Problem to solve> Please find how many lines of the data contain the string "left", and respond with that number only.

Given records>
*** Begin section ***
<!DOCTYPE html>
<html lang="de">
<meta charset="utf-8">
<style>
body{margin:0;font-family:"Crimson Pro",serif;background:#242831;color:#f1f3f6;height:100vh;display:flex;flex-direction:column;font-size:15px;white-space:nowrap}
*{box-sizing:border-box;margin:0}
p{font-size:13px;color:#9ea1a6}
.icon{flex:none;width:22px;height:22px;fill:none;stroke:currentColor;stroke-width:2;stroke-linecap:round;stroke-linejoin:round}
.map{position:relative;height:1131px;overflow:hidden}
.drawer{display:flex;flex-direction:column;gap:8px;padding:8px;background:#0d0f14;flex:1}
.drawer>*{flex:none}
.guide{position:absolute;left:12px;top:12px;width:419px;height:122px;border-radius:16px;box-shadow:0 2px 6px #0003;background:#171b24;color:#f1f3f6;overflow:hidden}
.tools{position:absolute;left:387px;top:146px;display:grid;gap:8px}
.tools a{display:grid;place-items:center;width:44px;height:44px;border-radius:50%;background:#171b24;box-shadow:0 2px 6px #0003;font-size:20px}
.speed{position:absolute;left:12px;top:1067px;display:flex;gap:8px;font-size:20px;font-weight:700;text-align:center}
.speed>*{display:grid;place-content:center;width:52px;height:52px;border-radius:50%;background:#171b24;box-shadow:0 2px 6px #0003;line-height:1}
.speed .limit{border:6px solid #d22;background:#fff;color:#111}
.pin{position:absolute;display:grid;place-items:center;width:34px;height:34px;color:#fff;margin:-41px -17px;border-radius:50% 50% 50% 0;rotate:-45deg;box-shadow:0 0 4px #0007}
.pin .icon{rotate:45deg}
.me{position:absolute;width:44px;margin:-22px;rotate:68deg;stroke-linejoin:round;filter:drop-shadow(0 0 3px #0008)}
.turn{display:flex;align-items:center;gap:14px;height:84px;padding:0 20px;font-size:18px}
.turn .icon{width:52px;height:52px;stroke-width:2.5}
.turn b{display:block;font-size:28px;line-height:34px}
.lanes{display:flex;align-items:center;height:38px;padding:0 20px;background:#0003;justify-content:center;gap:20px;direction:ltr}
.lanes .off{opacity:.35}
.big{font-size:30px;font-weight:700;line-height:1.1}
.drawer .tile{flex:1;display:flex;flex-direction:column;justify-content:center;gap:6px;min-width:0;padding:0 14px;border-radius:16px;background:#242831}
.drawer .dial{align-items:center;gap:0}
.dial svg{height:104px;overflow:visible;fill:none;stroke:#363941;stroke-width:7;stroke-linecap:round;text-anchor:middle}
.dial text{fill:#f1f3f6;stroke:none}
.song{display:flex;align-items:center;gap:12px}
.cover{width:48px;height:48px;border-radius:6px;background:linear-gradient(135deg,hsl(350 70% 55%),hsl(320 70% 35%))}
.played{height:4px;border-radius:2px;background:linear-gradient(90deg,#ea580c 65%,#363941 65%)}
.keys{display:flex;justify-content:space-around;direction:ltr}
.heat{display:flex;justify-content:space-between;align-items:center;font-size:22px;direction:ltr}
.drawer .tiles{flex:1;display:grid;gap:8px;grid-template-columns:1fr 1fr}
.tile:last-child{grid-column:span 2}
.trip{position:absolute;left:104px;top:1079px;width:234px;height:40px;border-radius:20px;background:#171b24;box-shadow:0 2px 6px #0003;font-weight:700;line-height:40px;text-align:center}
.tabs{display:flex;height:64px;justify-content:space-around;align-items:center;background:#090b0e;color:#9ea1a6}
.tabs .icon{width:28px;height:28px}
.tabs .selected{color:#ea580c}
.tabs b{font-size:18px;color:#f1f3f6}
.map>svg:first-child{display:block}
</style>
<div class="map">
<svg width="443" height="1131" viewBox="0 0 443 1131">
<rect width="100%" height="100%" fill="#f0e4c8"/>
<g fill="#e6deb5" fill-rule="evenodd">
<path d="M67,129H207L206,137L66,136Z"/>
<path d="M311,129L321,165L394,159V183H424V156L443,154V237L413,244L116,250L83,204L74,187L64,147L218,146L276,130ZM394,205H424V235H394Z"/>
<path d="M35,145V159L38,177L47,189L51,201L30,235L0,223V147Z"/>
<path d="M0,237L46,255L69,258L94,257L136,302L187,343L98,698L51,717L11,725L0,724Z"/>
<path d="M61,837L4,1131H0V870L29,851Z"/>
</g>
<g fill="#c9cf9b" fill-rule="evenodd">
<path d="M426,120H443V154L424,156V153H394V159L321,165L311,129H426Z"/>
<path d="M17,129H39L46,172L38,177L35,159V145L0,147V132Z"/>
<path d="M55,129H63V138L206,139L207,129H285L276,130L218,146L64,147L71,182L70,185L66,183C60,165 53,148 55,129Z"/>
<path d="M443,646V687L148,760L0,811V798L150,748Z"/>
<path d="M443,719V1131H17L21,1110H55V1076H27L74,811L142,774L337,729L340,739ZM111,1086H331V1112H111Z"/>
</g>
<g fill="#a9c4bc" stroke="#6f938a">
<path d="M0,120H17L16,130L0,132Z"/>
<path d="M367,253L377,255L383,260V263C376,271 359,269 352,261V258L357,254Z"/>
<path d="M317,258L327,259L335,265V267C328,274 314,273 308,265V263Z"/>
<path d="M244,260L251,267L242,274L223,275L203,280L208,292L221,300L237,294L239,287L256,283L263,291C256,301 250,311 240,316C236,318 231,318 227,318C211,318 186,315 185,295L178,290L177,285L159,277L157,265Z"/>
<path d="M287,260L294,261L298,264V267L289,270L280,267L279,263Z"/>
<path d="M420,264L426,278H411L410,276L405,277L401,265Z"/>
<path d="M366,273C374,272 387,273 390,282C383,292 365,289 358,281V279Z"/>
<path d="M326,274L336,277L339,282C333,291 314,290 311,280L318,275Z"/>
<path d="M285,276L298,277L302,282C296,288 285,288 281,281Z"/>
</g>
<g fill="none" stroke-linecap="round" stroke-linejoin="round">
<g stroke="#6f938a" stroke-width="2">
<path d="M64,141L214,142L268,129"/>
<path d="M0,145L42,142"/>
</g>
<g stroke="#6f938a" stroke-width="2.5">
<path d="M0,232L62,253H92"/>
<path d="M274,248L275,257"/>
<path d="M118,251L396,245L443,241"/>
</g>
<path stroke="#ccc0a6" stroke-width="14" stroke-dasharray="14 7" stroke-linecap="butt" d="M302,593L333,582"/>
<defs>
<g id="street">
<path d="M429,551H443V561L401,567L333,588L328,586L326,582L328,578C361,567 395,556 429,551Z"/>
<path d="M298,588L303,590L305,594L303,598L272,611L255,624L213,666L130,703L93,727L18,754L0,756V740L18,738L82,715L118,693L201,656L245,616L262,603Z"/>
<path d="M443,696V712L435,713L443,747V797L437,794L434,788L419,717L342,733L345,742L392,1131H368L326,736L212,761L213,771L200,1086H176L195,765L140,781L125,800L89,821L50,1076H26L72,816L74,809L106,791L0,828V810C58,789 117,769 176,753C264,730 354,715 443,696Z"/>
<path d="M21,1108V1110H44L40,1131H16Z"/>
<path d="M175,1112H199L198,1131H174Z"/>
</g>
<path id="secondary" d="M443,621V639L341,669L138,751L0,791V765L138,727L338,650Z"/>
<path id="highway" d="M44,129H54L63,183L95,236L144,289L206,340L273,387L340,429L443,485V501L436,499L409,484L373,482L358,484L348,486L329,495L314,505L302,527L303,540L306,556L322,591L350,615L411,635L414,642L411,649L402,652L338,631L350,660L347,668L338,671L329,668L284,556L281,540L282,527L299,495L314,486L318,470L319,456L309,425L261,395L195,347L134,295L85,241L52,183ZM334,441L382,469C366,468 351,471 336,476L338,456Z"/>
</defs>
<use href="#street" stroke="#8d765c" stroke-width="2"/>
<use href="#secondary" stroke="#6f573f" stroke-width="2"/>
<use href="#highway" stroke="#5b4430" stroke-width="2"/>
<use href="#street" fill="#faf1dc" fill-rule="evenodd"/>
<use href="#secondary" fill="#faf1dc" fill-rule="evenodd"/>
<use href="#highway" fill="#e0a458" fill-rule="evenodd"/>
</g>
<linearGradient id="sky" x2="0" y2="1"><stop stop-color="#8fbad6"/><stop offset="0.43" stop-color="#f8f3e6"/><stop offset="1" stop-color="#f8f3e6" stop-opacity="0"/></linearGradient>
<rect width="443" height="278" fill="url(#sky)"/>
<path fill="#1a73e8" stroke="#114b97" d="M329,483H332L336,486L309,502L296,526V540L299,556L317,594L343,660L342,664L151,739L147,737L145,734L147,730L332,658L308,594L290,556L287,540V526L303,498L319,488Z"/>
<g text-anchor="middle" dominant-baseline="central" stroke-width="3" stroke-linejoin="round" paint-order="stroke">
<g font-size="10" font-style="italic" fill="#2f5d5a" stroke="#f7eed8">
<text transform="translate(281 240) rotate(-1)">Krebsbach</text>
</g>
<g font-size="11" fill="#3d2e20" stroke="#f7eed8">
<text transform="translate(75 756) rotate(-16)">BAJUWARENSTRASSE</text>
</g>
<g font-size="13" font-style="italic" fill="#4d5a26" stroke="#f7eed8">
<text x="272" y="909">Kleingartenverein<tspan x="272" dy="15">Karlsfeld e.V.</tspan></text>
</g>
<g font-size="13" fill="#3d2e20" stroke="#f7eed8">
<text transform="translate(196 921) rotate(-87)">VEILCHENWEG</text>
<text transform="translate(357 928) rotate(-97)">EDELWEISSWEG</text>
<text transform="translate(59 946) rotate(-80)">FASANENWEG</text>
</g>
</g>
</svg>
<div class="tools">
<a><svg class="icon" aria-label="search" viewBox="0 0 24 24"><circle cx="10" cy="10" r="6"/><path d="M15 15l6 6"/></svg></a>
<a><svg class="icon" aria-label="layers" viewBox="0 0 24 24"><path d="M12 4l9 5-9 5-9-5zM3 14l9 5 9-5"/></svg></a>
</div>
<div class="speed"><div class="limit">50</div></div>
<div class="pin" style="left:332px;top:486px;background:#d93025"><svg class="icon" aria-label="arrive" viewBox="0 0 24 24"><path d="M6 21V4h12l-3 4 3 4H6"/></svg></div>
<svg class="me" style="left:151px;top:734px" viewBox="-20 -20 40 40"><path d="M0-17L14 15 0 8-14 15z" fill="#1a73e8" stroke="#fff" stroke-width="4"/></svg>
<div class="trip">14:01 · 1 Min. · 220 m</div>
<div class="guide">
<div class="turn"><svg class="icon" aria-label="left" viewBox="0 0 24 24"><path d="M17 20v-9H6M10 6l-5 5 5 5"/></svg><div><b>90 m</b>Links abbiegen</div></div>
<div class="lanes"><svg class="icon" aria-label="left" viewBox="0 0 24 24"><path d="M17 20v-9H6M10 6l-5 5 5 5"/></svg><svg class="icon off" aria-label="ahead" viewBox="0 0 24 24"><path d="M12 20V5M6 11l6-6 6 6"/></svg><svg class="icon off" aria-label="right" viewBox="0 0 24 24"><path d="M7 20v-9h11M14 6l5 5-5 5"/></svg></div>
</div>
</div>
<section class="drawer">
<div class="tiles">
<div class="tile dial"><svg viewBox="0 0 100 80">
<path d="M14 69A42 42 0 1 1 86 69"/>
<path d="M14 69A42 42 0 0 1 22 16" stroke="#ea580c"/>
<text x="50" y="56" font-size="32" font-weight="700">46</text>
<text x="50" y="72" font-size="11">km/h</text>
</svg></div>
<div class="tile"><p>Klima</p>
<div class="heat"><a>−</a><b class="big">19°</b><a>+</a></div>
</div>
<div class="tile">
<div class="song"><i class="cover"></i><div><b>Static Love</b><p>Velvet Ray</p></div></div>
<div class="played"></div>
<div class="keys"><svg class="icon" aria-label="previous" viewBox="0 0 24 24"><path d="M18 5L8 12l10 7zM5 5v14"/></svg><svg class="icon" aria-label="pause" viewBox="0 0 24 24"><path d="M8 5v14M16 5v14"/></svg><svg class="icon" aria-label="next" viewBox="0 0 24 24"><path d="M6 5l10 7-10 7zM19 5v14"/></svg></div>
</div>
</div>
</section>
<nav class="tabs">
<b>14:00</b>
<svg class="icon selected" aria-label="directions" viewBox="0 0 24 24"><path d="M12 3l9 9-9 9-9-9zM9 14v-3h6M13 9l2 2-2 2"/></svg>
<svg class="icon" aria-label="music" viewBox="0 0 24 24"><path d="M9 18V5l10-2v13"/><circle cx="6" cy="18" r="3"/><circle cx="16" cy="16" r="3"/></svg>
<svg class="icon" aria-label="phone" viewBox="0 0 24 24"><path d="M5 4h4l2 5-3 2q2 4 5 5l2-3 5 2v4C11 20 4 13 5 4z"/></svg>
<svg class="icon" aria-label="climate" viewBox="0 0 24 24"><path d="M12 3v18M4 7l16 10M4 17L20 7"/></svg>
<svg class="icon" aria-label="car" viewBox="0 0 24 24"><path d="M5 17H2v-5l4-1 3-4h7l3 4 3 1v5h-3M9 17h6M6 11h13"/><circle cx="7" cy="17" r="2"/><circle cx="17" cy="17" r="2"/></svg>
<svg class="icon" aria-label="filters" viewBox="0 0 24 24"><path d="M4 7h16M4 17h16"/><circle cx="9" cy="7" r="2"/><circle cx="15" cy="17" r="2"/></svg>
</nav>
*** End section ***
Task result> 8